• Extracted data:

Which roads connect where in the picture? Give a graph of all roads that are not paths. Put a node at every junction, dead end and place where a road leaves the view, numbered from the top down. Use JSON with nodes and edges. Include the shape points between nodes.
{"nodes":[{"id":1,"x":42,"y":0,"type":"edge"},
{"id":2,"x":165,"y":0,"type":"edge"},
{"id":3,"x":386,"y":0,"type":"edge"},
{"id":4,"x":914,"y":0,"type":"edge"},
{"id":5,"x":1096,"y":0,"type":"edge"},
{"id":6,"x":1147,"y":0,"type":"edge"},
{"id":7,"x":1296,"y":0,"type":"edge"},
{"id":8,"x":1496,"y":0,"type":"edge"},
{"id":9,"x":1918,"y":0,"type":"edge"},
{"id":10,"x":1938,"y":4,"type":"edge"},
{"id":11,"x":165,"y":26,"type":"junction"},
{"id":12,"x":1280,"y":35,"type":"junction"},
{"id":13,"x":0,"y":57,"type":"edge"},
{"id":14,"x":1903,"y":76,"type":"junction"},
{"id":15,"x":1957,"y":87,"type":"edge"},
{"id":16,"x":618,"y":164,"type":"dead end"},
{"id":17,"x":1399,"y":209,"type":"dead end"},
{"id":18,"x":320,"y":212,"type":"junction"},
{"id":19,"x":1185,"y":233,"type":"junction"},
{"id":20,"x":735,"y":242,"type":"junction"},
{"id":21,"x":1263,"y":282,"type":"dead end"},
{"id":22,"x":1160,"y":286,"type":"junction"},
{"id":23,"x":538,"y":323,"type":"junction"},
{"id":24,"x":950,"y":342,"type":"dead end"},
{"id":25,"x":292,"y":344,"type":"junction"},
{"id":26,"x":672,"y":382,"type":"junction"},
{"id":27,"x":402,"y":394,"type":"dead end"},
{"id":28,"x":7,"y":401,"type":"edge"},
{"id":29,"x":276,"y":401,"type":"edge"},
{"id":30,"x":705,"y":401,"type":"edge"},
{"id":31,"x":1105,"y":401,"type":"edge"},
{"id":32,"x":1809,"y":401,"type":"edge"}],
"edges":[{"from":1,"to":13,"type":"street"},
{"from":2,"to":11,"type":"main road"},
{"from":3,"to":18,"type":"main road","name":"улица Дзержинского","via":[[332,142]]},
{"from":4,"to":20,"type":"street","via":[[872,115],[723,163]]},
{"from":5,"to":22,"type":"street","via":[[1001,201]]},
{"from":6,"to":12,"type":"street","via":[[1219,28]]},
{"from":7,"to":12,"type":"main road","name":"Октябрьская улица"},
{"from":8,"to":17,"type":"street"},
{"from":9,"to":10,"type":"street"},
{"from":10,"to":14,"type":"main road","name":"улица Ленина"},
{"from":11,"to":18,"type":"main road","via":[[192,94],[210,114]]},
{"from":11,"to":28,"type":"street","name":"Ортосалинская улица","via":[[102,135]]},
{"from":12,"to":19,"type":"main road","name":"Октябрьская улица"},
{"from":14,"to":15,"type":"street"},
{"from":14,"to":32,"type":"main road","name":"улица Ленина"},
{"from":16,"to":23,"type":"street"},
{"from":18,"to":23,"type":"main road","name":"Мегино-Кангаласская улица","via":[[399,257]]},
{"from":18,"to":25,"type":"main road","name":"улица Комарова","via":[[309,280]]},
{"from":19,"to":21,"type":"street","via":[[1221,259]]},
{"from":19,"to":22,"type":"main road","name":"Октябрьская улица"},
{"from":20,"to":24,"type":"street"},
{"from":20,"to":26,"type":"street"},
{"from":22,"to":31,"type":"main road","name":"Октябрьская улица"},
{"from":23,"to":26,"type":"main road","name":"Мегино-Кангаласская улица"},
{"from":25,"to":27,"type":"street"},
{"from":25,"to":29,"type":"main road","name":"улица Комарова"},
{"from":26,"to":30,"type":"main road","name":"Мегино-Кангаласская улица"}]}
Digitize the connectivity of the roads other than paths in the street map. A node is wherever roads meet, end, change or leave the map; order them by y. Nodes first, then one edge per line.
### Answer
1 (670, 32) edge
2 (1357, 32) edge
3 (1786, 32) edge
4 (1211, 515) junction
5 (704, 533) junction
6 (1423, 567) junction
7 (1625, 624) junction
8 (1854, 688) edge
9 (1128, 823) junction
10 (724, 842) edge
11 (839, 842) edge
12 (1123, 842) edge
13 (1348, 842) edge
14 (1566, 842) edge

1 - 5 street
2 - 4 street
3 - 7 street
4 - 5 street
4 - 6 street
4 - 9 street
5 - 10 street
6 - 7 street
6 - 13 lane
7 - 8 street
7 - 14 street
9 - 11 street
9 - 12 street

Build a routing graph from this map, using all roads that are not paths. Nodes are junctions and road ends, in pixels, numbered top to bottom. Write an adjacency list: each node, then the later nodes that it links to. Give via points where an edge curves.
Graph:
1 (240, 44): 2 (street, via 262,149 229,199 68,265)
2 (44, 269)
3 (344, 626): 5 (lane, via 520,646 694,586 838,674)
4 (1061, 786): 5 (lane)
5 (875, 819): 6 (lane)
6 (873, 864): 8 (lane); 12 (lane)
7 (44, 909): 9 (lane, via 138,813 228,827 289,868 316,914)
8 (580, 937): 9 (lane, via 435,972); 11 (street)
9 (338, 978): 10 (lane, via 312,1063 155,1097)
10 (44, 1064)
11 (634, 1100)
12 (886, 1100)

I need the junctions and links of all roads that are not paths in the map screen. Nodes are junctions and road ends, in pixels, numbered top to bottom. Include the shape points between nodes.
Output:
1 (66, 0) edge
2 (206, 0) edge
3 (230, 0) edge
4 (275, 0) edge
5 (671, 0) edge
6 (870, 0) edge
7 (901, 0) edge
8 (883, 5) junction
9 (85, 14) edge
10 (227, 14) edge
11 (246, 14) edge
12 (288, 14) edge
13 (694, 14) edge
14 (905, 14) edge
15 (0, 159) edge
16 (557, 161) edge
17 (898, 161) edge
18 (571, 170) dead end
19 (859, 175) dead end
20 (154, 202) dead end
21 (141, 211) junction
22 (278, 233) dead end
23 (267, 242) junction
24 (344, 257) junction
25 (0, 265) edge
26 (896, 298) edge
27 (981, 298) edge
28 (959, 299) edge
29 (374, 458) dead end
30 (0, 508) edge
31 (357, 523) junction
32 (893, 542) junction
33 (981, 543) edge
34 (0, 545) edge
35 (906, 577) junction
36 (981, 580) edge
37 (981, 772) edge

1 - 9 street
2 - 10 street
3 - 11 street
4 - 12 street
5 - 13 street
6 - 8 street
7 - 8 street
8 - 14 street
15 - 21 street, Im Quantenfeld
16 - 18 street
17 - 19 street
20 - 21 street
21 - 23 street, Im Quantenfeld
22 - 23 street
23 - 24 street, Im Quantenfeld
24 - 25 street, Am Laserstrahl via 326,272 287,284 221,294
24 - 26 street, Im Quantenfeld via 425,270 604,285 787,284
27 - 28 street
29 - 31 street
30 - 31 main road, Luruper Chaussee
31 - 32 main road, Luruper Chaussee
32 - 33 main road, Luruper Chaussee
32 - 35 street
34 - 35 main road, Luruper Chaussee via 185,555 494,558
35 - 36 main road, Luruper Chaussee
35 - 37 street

• Problem to work on:
Every line in the listing above that mentions "numbered" should be returned.

• Your solution:
Which roads connect where in the picture? Give a graph of all roads that are not paths. Put a node at every junction, dead end and place where a road leaves the view, numbered from the top down. Use JSON with nodes and edges. Include the shape points between nodes.
Build a routing graph from this map, using all roads that are not paths. Nodes are junctions and road ends, in pixels, numbered top to bottom. Write an adjacency list: each node, then the later nodes that it links to. Give via points where an edge curves.
I need the junctions and links of all roads that are not paths in the map screen. Nodes are junctions and road ends, in pixels, numbered top to bottom. Include the shape points between nodes.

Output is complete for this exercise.